Як написати description щоб модель завжди викликала tool ?

Ефективний description містить: (1) чітке формулювання що інструмент робить і коли; (2) тригерні сценарії — явний перелік типів запитів де tool потрібний; (3) негативні приклади — коли НЕ викликати; (4) критерій актуальності — 'use this tool when current/up-to-date information is needed'. Опис повинен читатись як контракт, а не як назва функції.

AI_TOOLS 09 April 2026 18 min read 899 view

How LLMs Decide When to Call a Tool: tool_choice, CoT and Hallucination

Updated: 24 June 2026

Language: 🇺🇦 🇬🇧 🇩🇪

Dmitro Petrov

A Tech Lead who builds AI/ML systems for production — and writes about how they actually work.

✦ Ask AI about this article

How LLMs Decide When to Call a Tool: tool_choice, CoT and Hallucination

The developer configured tool use, tested with sample requests — everything works. In production, the model suddenly responds without calling a tool, confidently and coherently, but with data from a year ago. No errors in the logs. Just an incorrect answer. Spoiler: the model didn't "break" — it made a rational decision not to search because it considered itself sufficiently knowledgeable.
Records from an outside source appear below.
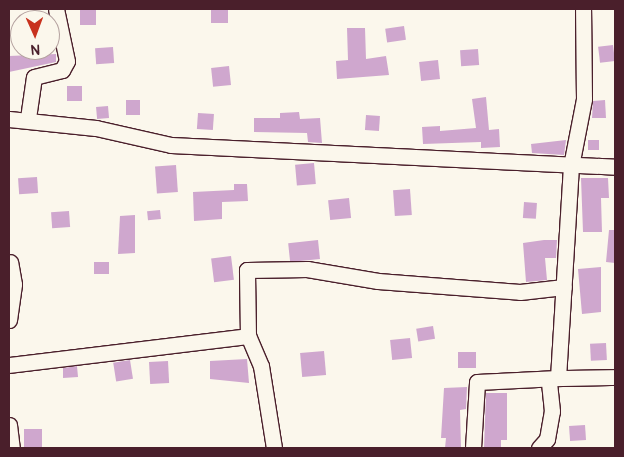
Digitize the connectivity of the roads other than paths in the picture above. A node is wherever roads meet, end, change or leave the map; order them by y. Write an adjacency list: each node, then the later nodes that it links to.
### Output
1 (56, 9): 4 (street)
2 (584, 9): 5 (street)
3 (9, 118): 4 (street)
4 (28, 118): 5 (street)
5 (572, 166): 6 (street); 8 (street)
6 (615, 167)
7 (10, 262): 9 (street)
8 (564, 287): 10 (street); 13 (street)
9 (9, 320)
10 (248, 336): 11 (street); 16 (street)
11 (9, 365)
12 (615, 377): 13 (street)
13 (553, 380): 17 (street); 18 (street)
14 (9, 425): 15 (street)
15 (12, 448)
16 (274, 448)
17 (473, 448)
18 (539, 448)

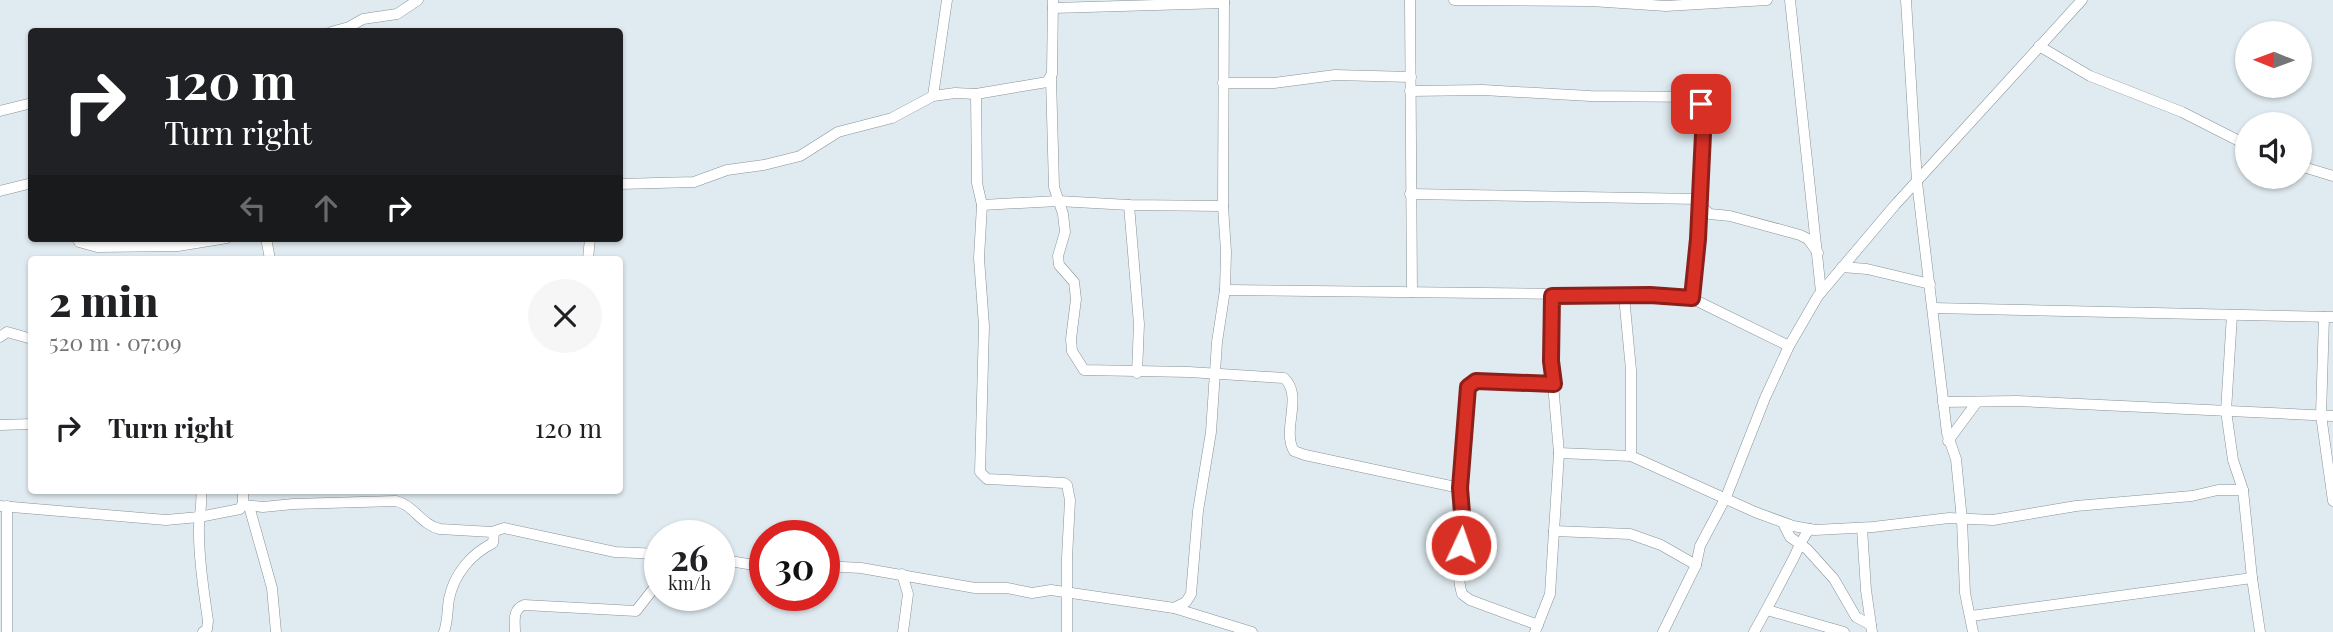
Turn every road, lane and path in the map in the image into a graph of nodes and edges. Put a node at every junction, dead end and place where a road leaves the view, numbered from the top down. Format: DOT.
graph roads {
  1 [pos="418,0"];
  2 [pos="947,0"];
  3 [pos="1410,0"];
  4 [pos="1454,0"];
  5 [pos="1767,0"];
  6 [pos="1790,0"];
  7 [pos="1906,0"];
  8 [pos="2082,0"];
  9 [pos="1224,2"];
  10 [pos="1053,4"];
  11 [pos="345,28"];
  12 [pos="2039,46"];
  13 [pos="1410,77"];
  14 [pos="1051,79"];
  15 [pos="1223,83"];
  16 [pos="1410,91"];
  17 [pos="976,94"];
  18 [pos="933,96"];
  19 [pos="28,104"];
  20 [pos="0,111"];
  21 [pos="2235,139"];
  22 [pos="2312,170"];
  23 [pos="2333,176"];
  24 [pos="1917,181"];
  25 [pos="28,184"];
  26 [pos="623,184"];
  27 [pos="0,191"];
  28 [pos="1410,194"];
  29 [pos="1059,201"];
  30 [pos="1698,202"];
  31 [pos="982,205"];
  32 [pos="1129,205"];
  33 [pos="1223,206"];
  34 [pos="79,242"];
  35 [pos="202,242"];
  36 [pos="1818,254"];
  37 [pos="1842,267"];
  38 [pos="1930,284"];
  39 [pos="1225,290"];
  40 [pos="1412,292"];
  41 [pos="1821,292"];
  42 [pos="1552,296"];
  43 [pos="1623,296"];
  44 [pos="1692,298"];
  45 [pos="1933,308"];
  46 [pos="2232,315"];
  47 [pos="2328,317"];
  48 [pos="0,337"];
  49 [pos="28,338"];
  50 [pos="1789,346"];
  51 [pos="1138,373"];
  52 [pos="1214,373"];
  53 [pos="1554,384"];
  54 [pos="1943,402"];
  55 [pos="1977,402"];
  56 [pos="2226,411"];
  57 [pos="2320,415"];
  58 [pos="2333,416"];
  59 [pos="28,424"];
  60 [pos="0,425"];
  61 [pos="1948,441"];
  62 [pos="1559,453"];
  63 [pos="1631,456"];
  64 [pos="1460,488"];
  65 [pos="2243,490"];
  66 [pos="201,494"];
  67 [pos="244,494"];
  68 [pos="1724,499"];
  69 [pos="2333,501"];
  70 [pos="4,506"];
  71 [pos="246,506"];
  72 [pos="199,517"];
  73 [pos="1962,520"];
  74 [pos="1783,523"];
  75 [pos="1862,528"];
  76 [pos="1810,529"];
  77 [pos="1554,531"];
  78 [pos="494,532"];
  79 [pos="1799,543"];
  80 [pos="644,553"];
  81 [pos="1696,565"];
  82 [pos="840,567"];
  83 [pos="902,574"];
  84 [pos="2252,578"];
  85 [pos="1066,594"];
  86 [pos="644,601"];
  87 [pos="1174,608"];
  88 [pos="1767,610"];
  89 [pos="1970,616"];
  90 [pos="1537,628"];
  91 [pos="1871,629"];
  92 [pos="7,632"];
  93 [pos="203,632"];
  94 [pos="276,632"];
  95 [pos="444,632"];
  96 [pos="515,632"];
  97 [pos="903,632"];
  98 [pos="1067,632"];
  99 [pos="1252,632"];
  100 [pos="1662,632"];
  101 [pos="1754,632"];
  102 [pos="1844,632"];
  103 [pos="1973,632"];
  104 [pos="2260,632"];
  1 -- 11 [label="street"];
  2 -- 18 [label="street"];
  3 -- 13 [label="street"];
  4 -- 5 [label="street"];
  6 -- 36 [label="street"];
  7 -- 24 [label="street"];
  8 -- 12 [label="street"];
  9 -- 10 [label="street"];
  9 -- 15 [label="street"];
  10 -- 14 [label="street"];
  12 -- 21 [label="street"];
  12 -- 24 [label="street"];
  13 -- 15 [label="street"];
  13 -- 16 [label="street"];
  14 -- 17 [label="street"];
  14 -- 29 [label="street"];
  15 -- 33 [label="street"];
  16 -- 28 [label="street"];
  16 -- 30 [label="street"];
  17 -- 18 [label="street"];
  17 -- 31 [label="street"];
  18 -- 26 [label="street"];
  19 -- 20 [label="street"];
  22 -- 23 [label="street"];
  24 -- 37 [label="street"];
  24 -- 38 [label="street"];
  25 -- 27 [label="street"];
  28 -- 30 [label="street"];
  28 -- 40 [label="street"];
  29 -- 31 [label="street"];
  29 -- 32 [label="street"];
  29 -- 51 [label="street"];
  30 -- 36 [label="street"];
  30 -- 44 [label="street"];
  31 -- 85 [label="street"];
  32 -- 33 [label="street"];
  32 -- 51 [label="street"];
  33 -- 39 [label="street"];
  34 -- 35 [label="street"];
  36 -- 41 [label="street"];
  37 -- 38 [label="street"];
  37 -- 41 [label="street"];
  38 -- 45 [label="street"];
  39 -- 40 [label="street"];
  39 -- 52 [label="street"];
  40 -- 42 [label="street"];
  41 -- 50 [label="street"];
  42 -- 43 [label="street"];
  42 -- 53 [label="street"];
  43 -- 44 [label="street"];
  43 -- 63 [label="street"];
  44 -- 50 [label="street"];
  45 -- 46 [label="street"];
  45 -- 54 [label="street"];
  46 -- 47 [label="street"];
  46 -- 56 [label="street"];
  47 -- 57 [label="street"];
  48 -- 49 [label="street"];
  50 -- 68 [label="street"];
  51 -- 52 [label="street"];
  52 -- 64 [label="street"];
  52 -- 87 [label="street"];
  53 -- 62 [label="street"];
  53 -- 64 [label="street"];
  54 -- 55 [label="street"];
  54 -- 61 [label="street"];
  55 -- 56 [label="street"];
  55 -- 61 [label="street"];
  56 -- 57 [label="street"];
  56 -- 65 [label="street"];
  57 -- 58 [label="street"];
  57 -- 69 [label="street"];
  59 -- 60 [label="street"];
  61 -- 73 [label="street"];
  62 -- 63 [label="street"];
  62 -- 77 [label="street"];
  63 -- 68 [label="street"];
  64 -- 90 [label="street"];
  65 -- 73 [label="street"];
  65 -- 84 [label="street"];
  66 -- 72 [label="street"];
  67 -- 71 [label="street"];
  68 -- 74 [label="street"];
  68 -- 81 [label="street"];
  70 -- 72 [label="street"];
  70 -- 92 [label="street"];
  71 -- 72 [label="street"];
  71 -- 78 [label="street"];
  71 -- 94 [label="street"];
  72 -- 93 [label="street"];
  73 -- 75 [label="street"];
  73 -- 89 [label="street"];
  74 -- 76 [label="street"];
  74 -- 79 [label="street"];
  75 -- 76 [label="street"];
  75 -- 91 [label="street"];
  76 -- 79 [label="street"];
  77 -- 81 [label="street"];
  77 -- 90 [label="street"];
  78 -- 80 [label="street"];
  78 -- 95 [label="street"];
  79 -- 88 [label="street"];
  79 -- 91 [label="street"];
  81 -- 100 [label="street"];
  82 -- 83 [label="street"];
  83 -- 85 [label="street"];
  83 -- 97 [label="street"];
  84 -- 89 [label="street"];
  84 -- 104 [label="street"];
  85 -- 87 [label="street"];
  85 -- 98 [label="street"];
  86 -- 96 [label="street"];
  87 -- 99 [label="street"];
  88 -- 101 [label="street"];
  88 -- 102 [label="street"];
  89 -- 103 [label="street"];
}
And this is the most dangerous failure mode.

⚡ In short

✅ Decision to tool call is made via internal CoT: the model weighs the intent of the query against the tool description
✅ Description is not documentation, it's a prompt: a poorly written description = the model won't call the tool
✅ The most dangerous failure mode: the model is confident in its answer from its own knowledge, but it's outdated
✅ tool_choice: auto ≠ guarantee of search: the model can decide to respond without retrieve even when it's needed
✅ self-conditioning: if the model has recently made parallel calls — it tends to repeat them
🎯 You will get: specific templates for writing descriptions and strategies for controlling the model's decision
👇 Below are mechanics, code examples, and practical patterns

📚 Article Contents

📌 Three tool_choice modes: auto, required, none
📌 How the tool description affects the model's decision
📌 Chain-of-Thought inside: how the model analyzes context
📌 Where the decision breaks: confidence → lack of search → hallucination
📌 Parallel calls: when the model calls multiple tools simultaneously
💼 Practice: how to write descriptions so the model calls the tool when needed
❓ Frequently Asked Questions (FAQ)
✅ Conclusions

Three tool_choice modes: auto, required, none — and when to use each

The tool_choice parameter is not just an API setting. It's an architectural decision about who controls the flow: the model or your code. The choice of mode determines where problems will arise and where to look for them.

auto: the model as judge

The default mode when tools are provided. The model decides independently: respond with text from its own knowledge or call a tool. This is the most flexible mode — and the most unpredictable.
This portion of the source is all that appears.